Records contained in a dataset
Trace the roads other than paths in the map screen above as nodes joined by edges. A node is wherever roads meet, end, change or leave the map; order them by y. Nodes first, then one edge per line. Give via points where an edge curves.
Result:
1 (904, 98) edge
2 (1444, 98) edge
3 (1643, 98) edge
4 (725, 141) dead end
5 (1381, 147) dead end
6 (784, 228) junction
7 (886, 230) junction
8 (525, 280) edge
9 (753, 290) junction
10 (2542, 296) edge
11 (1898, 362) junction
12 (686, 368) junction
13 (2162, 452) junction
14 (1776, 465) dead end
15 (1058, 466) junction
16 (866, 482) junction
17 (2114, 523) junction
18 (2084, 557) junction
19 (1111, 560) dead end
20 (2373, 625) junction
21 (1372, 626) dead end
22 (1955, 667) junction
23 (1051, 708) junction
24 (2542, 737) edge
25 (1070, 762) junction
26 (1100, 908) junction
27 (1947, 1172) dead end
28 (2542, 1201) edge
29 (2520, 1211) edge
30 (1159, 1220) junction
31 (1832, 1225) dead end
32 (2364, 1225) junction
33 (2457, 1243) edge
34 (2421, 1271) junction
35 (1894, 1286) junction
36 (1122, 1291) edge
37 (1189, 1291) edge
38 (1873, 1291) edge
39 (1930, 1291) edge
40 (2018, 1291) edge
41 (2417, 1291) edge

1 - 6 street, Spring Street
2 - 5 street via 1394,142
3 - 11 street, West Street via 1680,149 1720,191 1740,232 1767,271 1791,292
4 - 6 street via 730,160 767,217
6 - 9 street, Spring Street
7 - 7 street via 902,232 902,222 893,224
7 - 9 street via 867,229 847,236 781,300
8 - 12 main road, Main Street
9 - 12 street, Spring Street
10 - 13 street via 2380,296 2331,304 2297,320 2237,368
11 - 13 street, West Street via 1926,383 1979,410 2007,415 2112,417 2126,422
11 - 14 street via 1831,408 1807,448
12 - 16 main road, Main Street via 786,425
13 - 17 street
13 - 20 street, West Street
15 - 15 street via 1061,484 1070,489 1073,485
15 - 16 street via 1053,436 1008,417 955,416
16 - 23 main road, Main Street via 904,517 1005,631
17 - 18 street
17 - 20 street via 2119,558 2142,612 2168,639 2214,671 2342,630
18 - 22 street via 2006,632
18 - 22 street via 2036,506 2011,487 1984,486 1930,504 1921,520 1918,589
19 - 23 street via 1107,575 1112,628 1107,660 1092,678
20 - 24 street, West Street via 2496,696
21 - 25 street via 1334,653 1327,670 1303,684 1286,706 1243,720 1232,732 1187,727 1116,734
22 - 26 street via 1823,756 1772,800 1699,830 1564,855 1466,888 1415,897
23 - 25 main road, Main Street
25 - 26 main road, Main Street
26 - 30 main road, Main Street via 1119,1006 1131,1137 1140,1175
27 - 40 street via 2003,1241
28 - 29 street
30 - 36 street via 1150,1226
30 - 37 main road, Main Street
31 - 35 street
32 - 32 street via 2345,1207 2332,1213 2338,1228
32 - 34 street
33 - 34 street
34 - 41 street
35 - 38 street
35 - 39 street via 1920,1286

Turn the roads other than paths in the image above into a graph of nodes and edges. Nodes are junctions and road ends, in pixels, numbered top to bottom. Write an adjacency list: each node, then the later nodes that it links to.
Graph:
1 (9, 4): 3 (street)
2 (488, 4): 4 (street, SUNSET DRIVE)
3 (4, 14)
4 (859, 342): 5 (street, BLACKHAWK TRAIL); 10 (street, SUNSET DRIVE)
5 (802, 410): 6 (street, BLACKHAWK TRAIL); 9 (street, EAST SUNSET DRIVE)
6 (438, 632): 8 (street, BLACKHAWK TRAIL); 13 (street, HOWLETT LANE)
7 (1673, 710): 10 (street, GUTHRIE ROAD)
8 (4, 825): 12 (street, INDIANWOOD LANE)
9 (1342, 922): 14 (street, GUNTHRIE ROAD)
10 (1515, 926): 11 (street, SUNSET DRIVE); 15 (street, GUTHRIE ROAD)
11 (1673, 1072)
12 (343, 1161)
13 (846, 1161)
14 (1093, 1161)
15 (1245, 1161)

● WHAT IS EXPECTED: Start at the line containing "Turn the roads" and transcribe through the end of the entries. Please keep both ends and add nothing.

● RESULT OF THIS EXERCISE:
Turn the roads other than paths in the image above into a graph of nodes and edges. Nodes are junctions and road ends, in pixels, numbered top to bottom. Write an adjacency list: each node, then the later nodes that it links to.
Graph:
1 (9, 4): 3 (street)
2 (488, 4): 4 (street, SUNSET DRIVE)
3 (4, 14)
4 (859, 342): 5 (street, BLACKHAWK TRAIL); 10 (street, SUNSET DRIVE)
5 (802, 410): 6 (street, BLACKHAWK TRAIL); 9 (street, EAST SUNSET DRIVE)
6 (438, 632): 8 (street, BLACKHAWK TRAIL); 13 (street, HOWLETT LANE)
7 (1673, 710): 10 (street, GUTHRIE ROAD)
8 (4, 825): 12 (street, INDIANWOOD LANE)
9 (1342, 922): 14 (street, GUNTHRIE ROAD)
10 (1515, 926): 11 (street, SUNSET DRIVE); 15 (street, GUTHRIE ROAD)
11 (1673, 1072)
12 (343, 1161)
13 (846, 1161)
14 (1093, 1161)
15 (1245, 1161)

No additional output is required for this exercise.